We parse logs created by automated scripts. A typical thing that we'd care about is the string: '1.10.07-SNAPSHOT (1.10.07-20110303.024749-7)'
from the following line:
15:28:02.115 - INFO - TestLib: Successfully retrieved build version: '1.11.11-SNAPSHOT (1.11.11-20110303.024749-7)'
The trouble is, some logs are manually created, with users entering this information themselves. To remind themselves of the format they have added a dialog with the template:
02:24:50.655 - INFO - gui: Step Dialog: For test results management purposes, specify the build in which the test is executed in the following format, build version: 'specify version here'
02:25:04.905 - INFO - gui: Response: OK
02:25:04.905 - INFO - gui: Comments: 'build version: '1.11.11''
My regex for this currently is .*[Bb]uild [Vv]ersion:*\s*(?!.*<)'?([^']*)'
. The '(?!.*<)'
was my first attempt to avoid this problem, because some users would write ''. That doesn't catch the above case though. I think the correct thing to do is going to be a negative lookbehind that does not match if 'Step Dialog'
is present on the line, but my attempts to write that seem to be failing me, according to regexr (for some reason it's not letting me share the link to my saved form).

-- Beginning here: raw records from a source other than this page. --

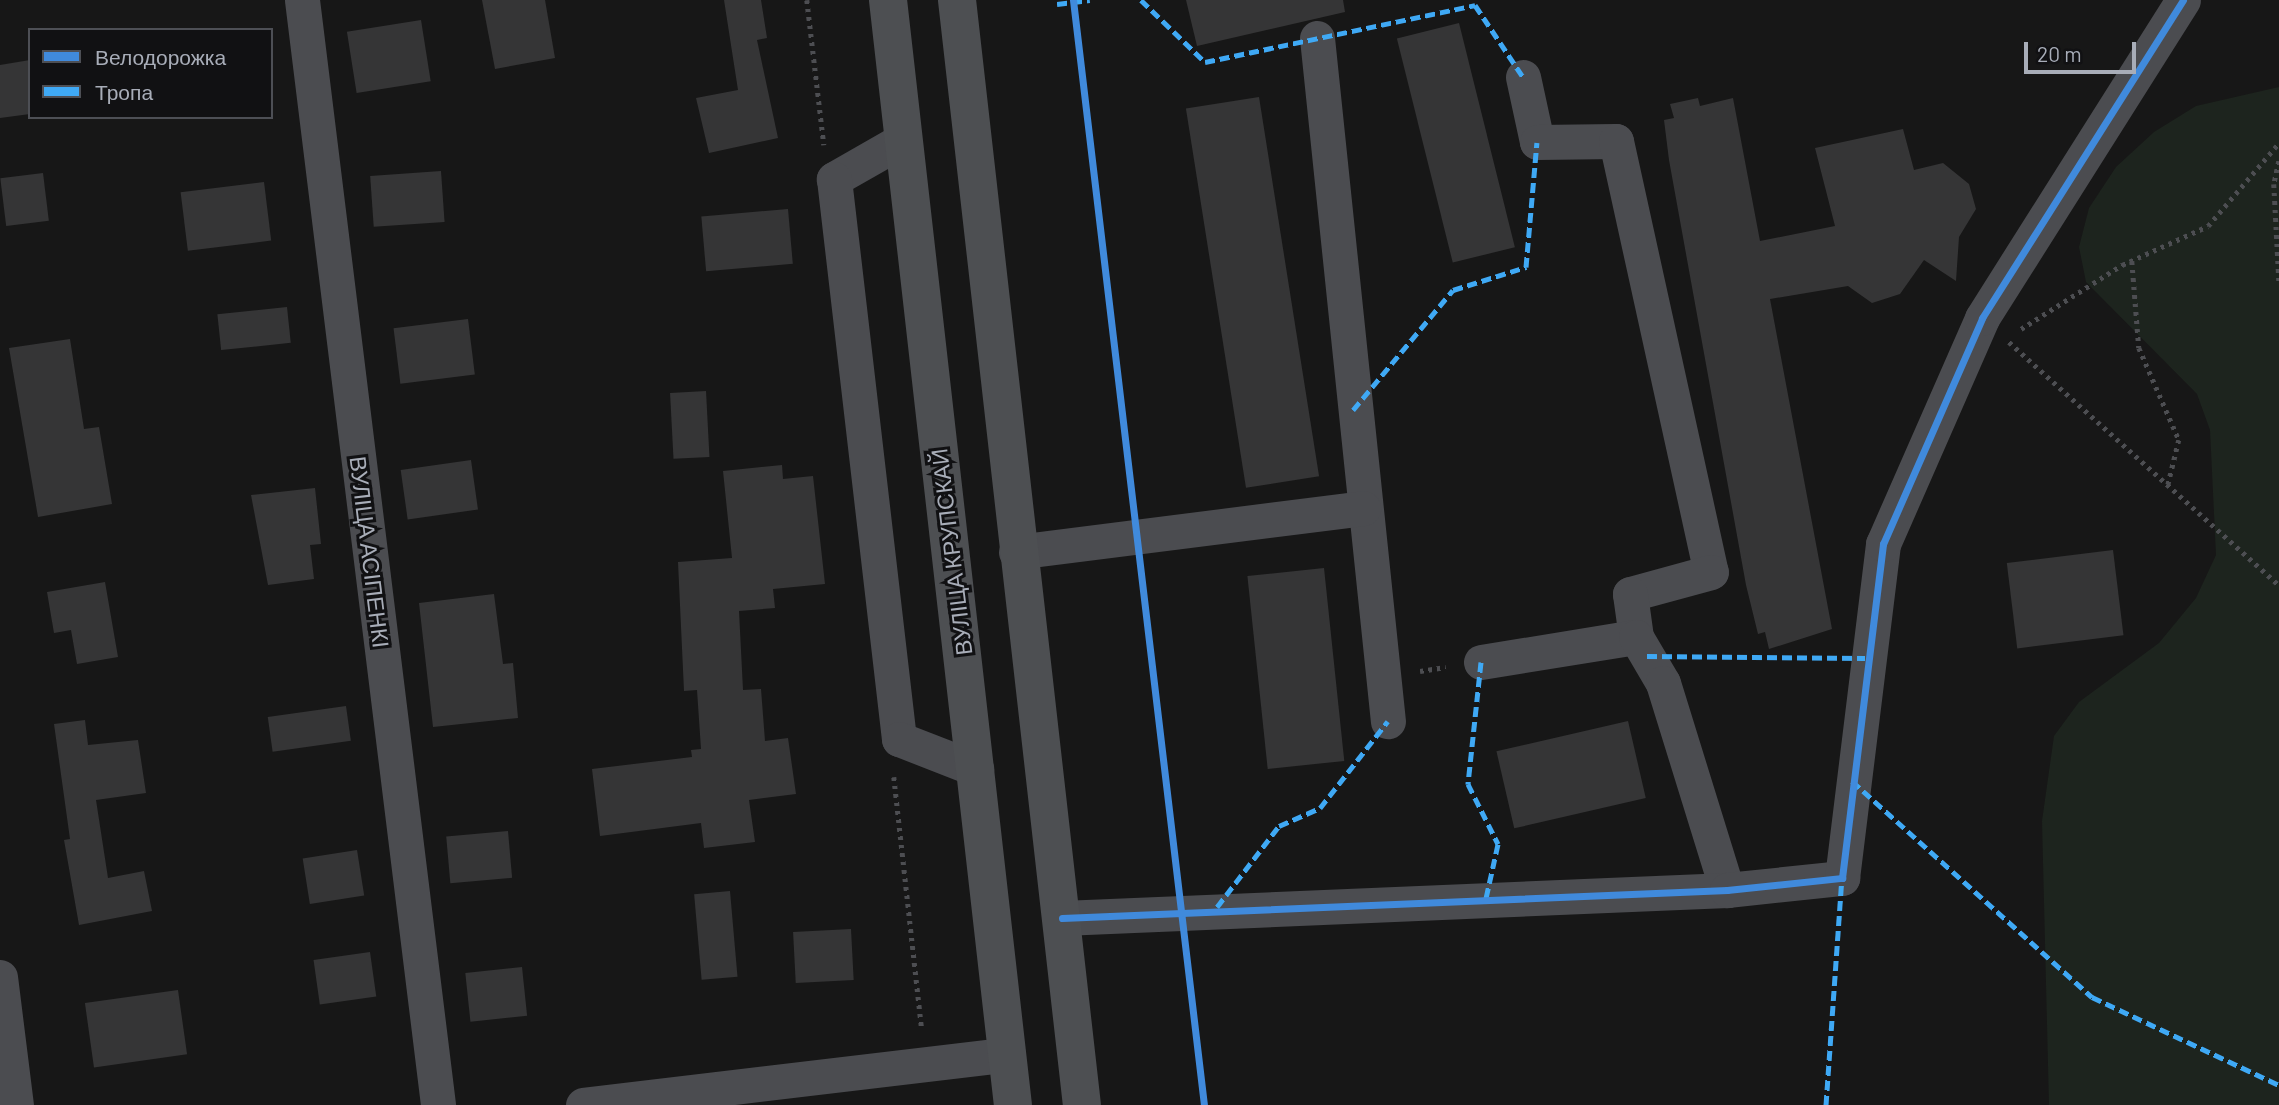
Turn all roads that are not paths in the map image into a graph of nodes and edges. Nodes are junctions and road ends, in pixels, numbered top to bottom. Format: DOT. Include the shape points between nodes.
graph roads {
  1 [pos="302,0"];
  2 [pos="888,0"];
  3 [pos="957,0"];
  4 [pos="2183,0"];
  5 [pos="1317,38"];
  6 [pos="1523,77"];
  7 [pos="904,139"];
  8 [pos="1363,508"];
  9 [pos="1017,552"];
  10 [pos="1636,637"];
  11 [pos="1481,662"];
  12 [pos="1388,721"];
  13 [pos="976,769"];
  14 [pos="1727,890"];
  15 [pos="1062,918"];
  16 [pos="0,977"];
  17 [pos="1008,1054"];
  18 [pos="16,1105"];
  19 [pos="438,1105"];
  20 [pos="583,1105"];
  21 [pos="1013,1105"];
  22 [pos="1082,1105"];
  1 -- 19 [label="street, ВУЛІЦА АСІПЕНКІ"];
  2 -- 7 [label="main road, ВУЛІЦА КРУПСКАЙ"];
  3 -- 9 [label="main road"];
  4 -- 14 [label="street" via="1982,318 1883,544 1842,878"];
  5 -- 8 [label="street"];
  6 -- 10 [label="street" via="1537,142 1616,141 1711,572 1630,594"];
  7 -- 13 [label="main road, ВУЛІЦА КРУПСКАЙ"];
  7 -- 13 [label="street" via="834,178 899,739"];
  8 -- 9 [label="street"];
  8 -- 12 [label="street"];
  9 -- 15 [label="main road"];
  10 -- 11 [label="street"];
  10 -- 14 [label="street" via="1663,683"];
  13 -- 17 [label="main road, ВУЛІЦА КРУПСКАЙ"];
  14 -- 15 [label="street"];
  15 -- 22 [label="main road"];
  16 -- 18 [label="street"];
  17 -- 20 [label="street"];
  17 -- 21 [label="main road, ВУЛІЦА КРУПСКАЙ"];
}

I thought negative lookbehind would look like this: (?<!Step Dialog)
and result in this:
`(?<!Step Dialog).*[Bb]uild [Vv]ersion:*\s*(?!.*<)'?([^']*)'`
but that's matching both the first and third line of the above for some reason.
Edit:
'[Bb]', and ':\s' are for users who entered information in not precisely the right format by using multiple colons and spaces, capitalized 'Build'. Suggestions for cleaning this up in general are appreciated, I'm relatively new to regexs.